Thanks, everyone. I ranked about where I expected--lower than I wished, higher than I feared. I know that "Dissolved" was barely a game; there are very few choices throughout Act 1, although a lot more were planned. I blame the time constraints of writing a working text-based engine and oodles of text to go with it in a week.

To my utter shock, I realized when looking over the scores that my game had the highest Fun ranking of any of the single-player entries! That gives me a serious warm-and-fuzzy. Perhaps if I team up with someone next time and do the story... not to mention actually giving people real choices. (Although there are some; did you have Pearce with you at the end?) The low Innovation and Production scores are totally justified.

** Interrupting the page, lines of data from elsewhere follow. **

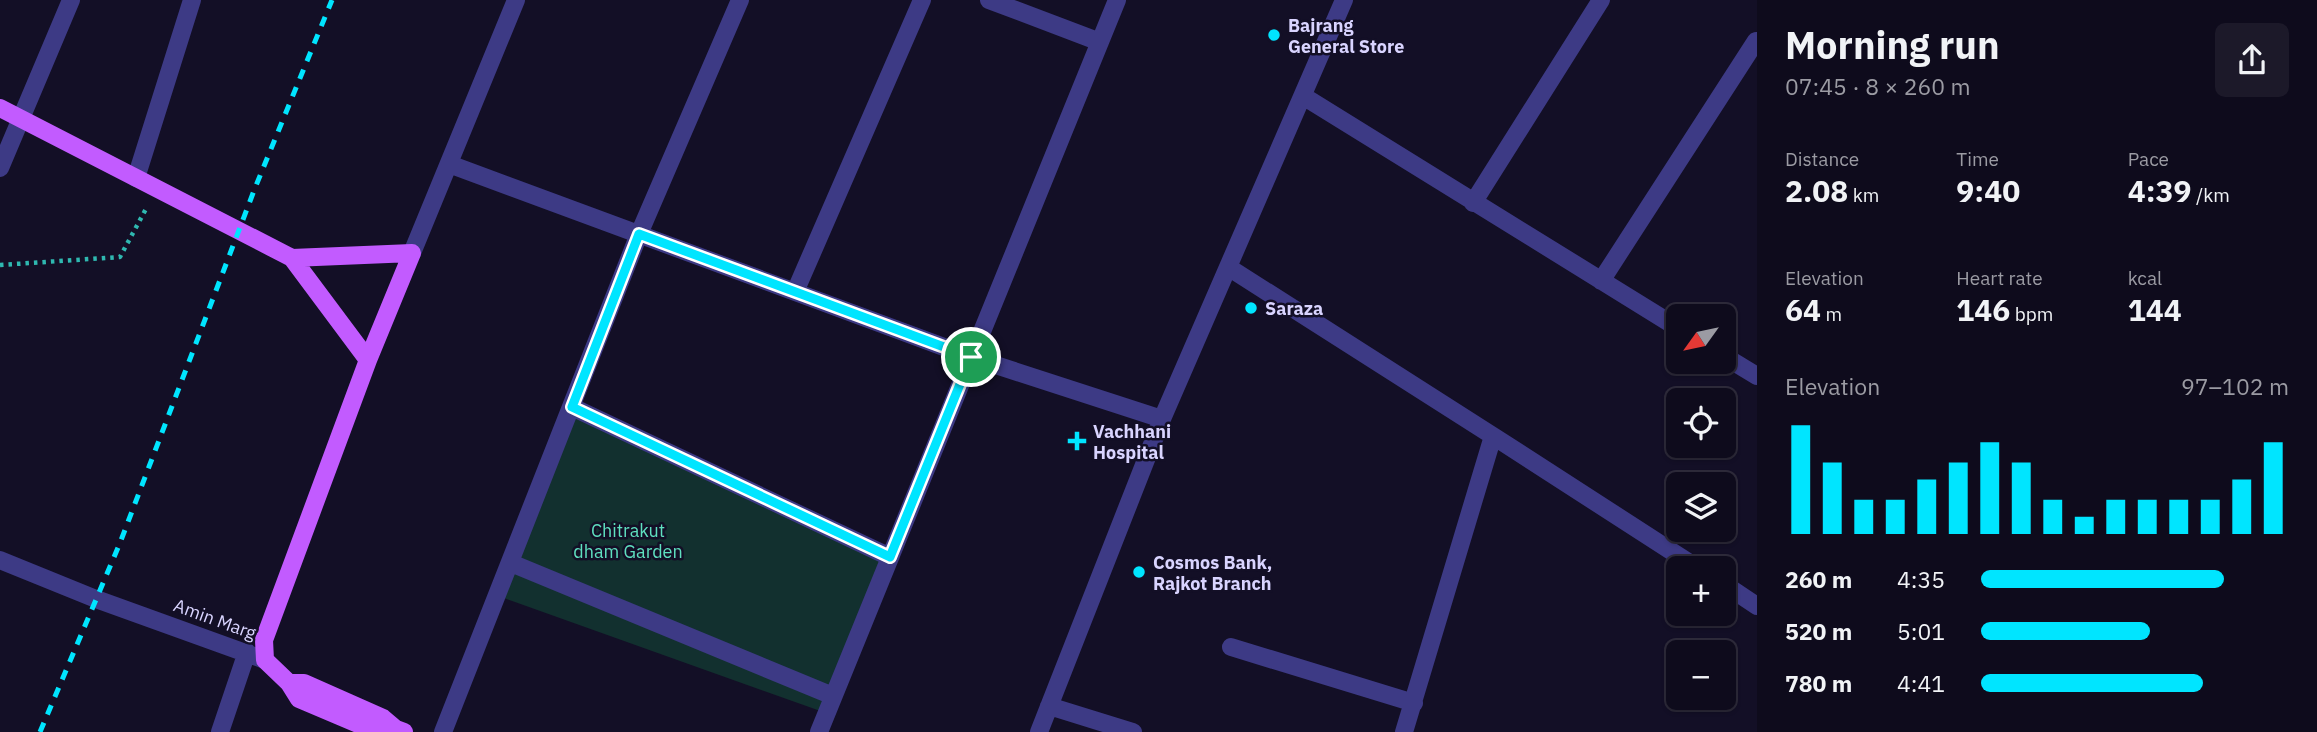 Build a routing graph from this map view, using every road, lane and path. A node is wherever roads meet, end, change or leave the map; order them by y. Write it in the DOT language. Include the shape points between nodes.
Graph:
graph roads {
  1 [pos="71,0"];
  2 [pos="192,0"];
  3 [pos="516,0"];
  4 [pos="740,0"];
  5 [pos="922,0"];
  6 [pos="989,0"];
  7 [pos="1117,0"];
  8 [pos="1344,0"];
  9 [pos="1601,0"];
  10 [pos="1756,41"];
  11 [pos="1100,42"];
  12 [pos="1303,96"];
  13 [pos="0,108"];
  14 [pos="21,118"];
  15 [pos="449,163"];
  16 [pos="0,168"];
  17 [pos="136,178"];
  18 [pos="157,189"];
  19 [pos="1473,203"];
  20 [pos="639,234"];
  21 [pos="412,253"];
  22 [pos="292,258"];
  23 [pos="0,265"];
  24 [pos="1228,267"];
  25 [pos="1601,281"];
  26 [pos="795,292"];
  27 [pos="1666,321"];
  28 [pos="971,357"];
  29 [pos="369,360"];
  30 [pos="1736,363"];
  31 [pos="1757,376"];
  32 [pos="572,407"];
  33 [pos="1162,419"];
  34 [pos="1493,436"];
  35 [pos="1679,556"];
  36 [pos="890,557"];
  37 [pos="0,560"];
  38 [pos="511,563"];
  39 [pos="1736,592"];
  40 [pos="1757,606"];
  41 [pos="1231,647"];
  42 [pos="247,652"];
  43 [pos="265,660"];
  44 [pos="289,683"];
  45 [pos="833,696"];
  46 [pos="1414,703"];
  47 [pos="1049,706"];
  48 [pos="395,731"];
  49 [pos="220,732"];
  50 [pos="377,732"];
  51 [pos="443,732"];
  52 [pos="819,732"];
  53 [pos="1039,732"];
  54 [pos="1133,732"];
  55 [pos="1404,732"];
  1 -- 14 [label="street"];
  2 -- 17 [label="street"];
  3 -- 15 [label="street"];
  4 -- 20 [label="street"];
  5 -- 26 [label="street"];
  6 -- 11 [label="street"];
  7 -- 11 [label="street"];
  8 -- 12 [label="street"];
  9 -- 19 [label="street"];
  10 -- 25 [label="street"];
  11 -- 28 [label="street"];
  12 -- 19 [label="street"];
  12 -- 24 [label="street"];
  13 -- 14 [label="main road"];
  14 -- 16 [label="street"];
  14 -- 17 [label="main road"];
  15 -- 20 [label="street"];
  15 -- 21 [label="street"];
  17 -- 18 [label="main road"];
  18 -- 22 [label="main road"];
  18 -- 23 [label="path" via="120,257"];
  19 -- 25 [label="street"];
  20 -- 26 [label="street"];
  20 -- 32 [label="street"];
  21 -- 22 [label="main road"];
  21 -- 29 [label="main road"];
  22 -- 29 [label="main road"];
  24 -- 33 [label="street"];
  24 -- 34 [label="street"];
  25 -- 27 [label="street"];
  26 -- 28 [label="street"];
  28 -- 33 [label="street"];
  28 -- 36 [label="street"];
  29 -- 43 [label="main road" via="264,640"];
  30 -- 31 [label="street"];
  32 -- 36 [label="street"];
  32 -- 38 [label="street"];
  33 -- 47 [label="street"];
  34 -- 35 [label="street"];
  34 -- 46 [label="street"];
  36 -- 45 [label="street"];
  37 -- 42 [label="street, Amin Marg"];
  38 -- 45 [label="street"];
  38 -- 51 [label="street"];
  39 -- 40 [label="street"];
  41 -- 46 [label="street"];
  42 -- 43 [label="street, Amin Marg"];
  42 -- 49 [label="street"];
  43 -- 44 [label="main road, Amin Marg"];
  44 -- 48 [label="main road" via="304,683 383,718"];
  44 -- 50 [label="main road, Amin Marg" via="299,699"];
  45 -- 52 [label="street"];
  46 -- 55 [label="street"];
  47 -- 53 [label="street"];
  47 -- 54 [label="street"];
}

I'm surprised I didn't get more 1s across the board.

I found that stupid "still dark when the lights are on" bug, and it's fixed in the SVN repo. Thanks, and sorry about that!

I hope to see many of you doing NaNoWriMo this year. It's like Pyweek for novels. I'm Phil there (surprise!) ... drop me a note. And I'll be back here next time around too.

(For those who are wondering why I didn't do colour and the like, there's a simple explanation: It doesn't work in Windows. The ncurses library ain't there. Sure, I could have written some sort of Pygame/sdl_ttf based engine or something, but ... ugh.)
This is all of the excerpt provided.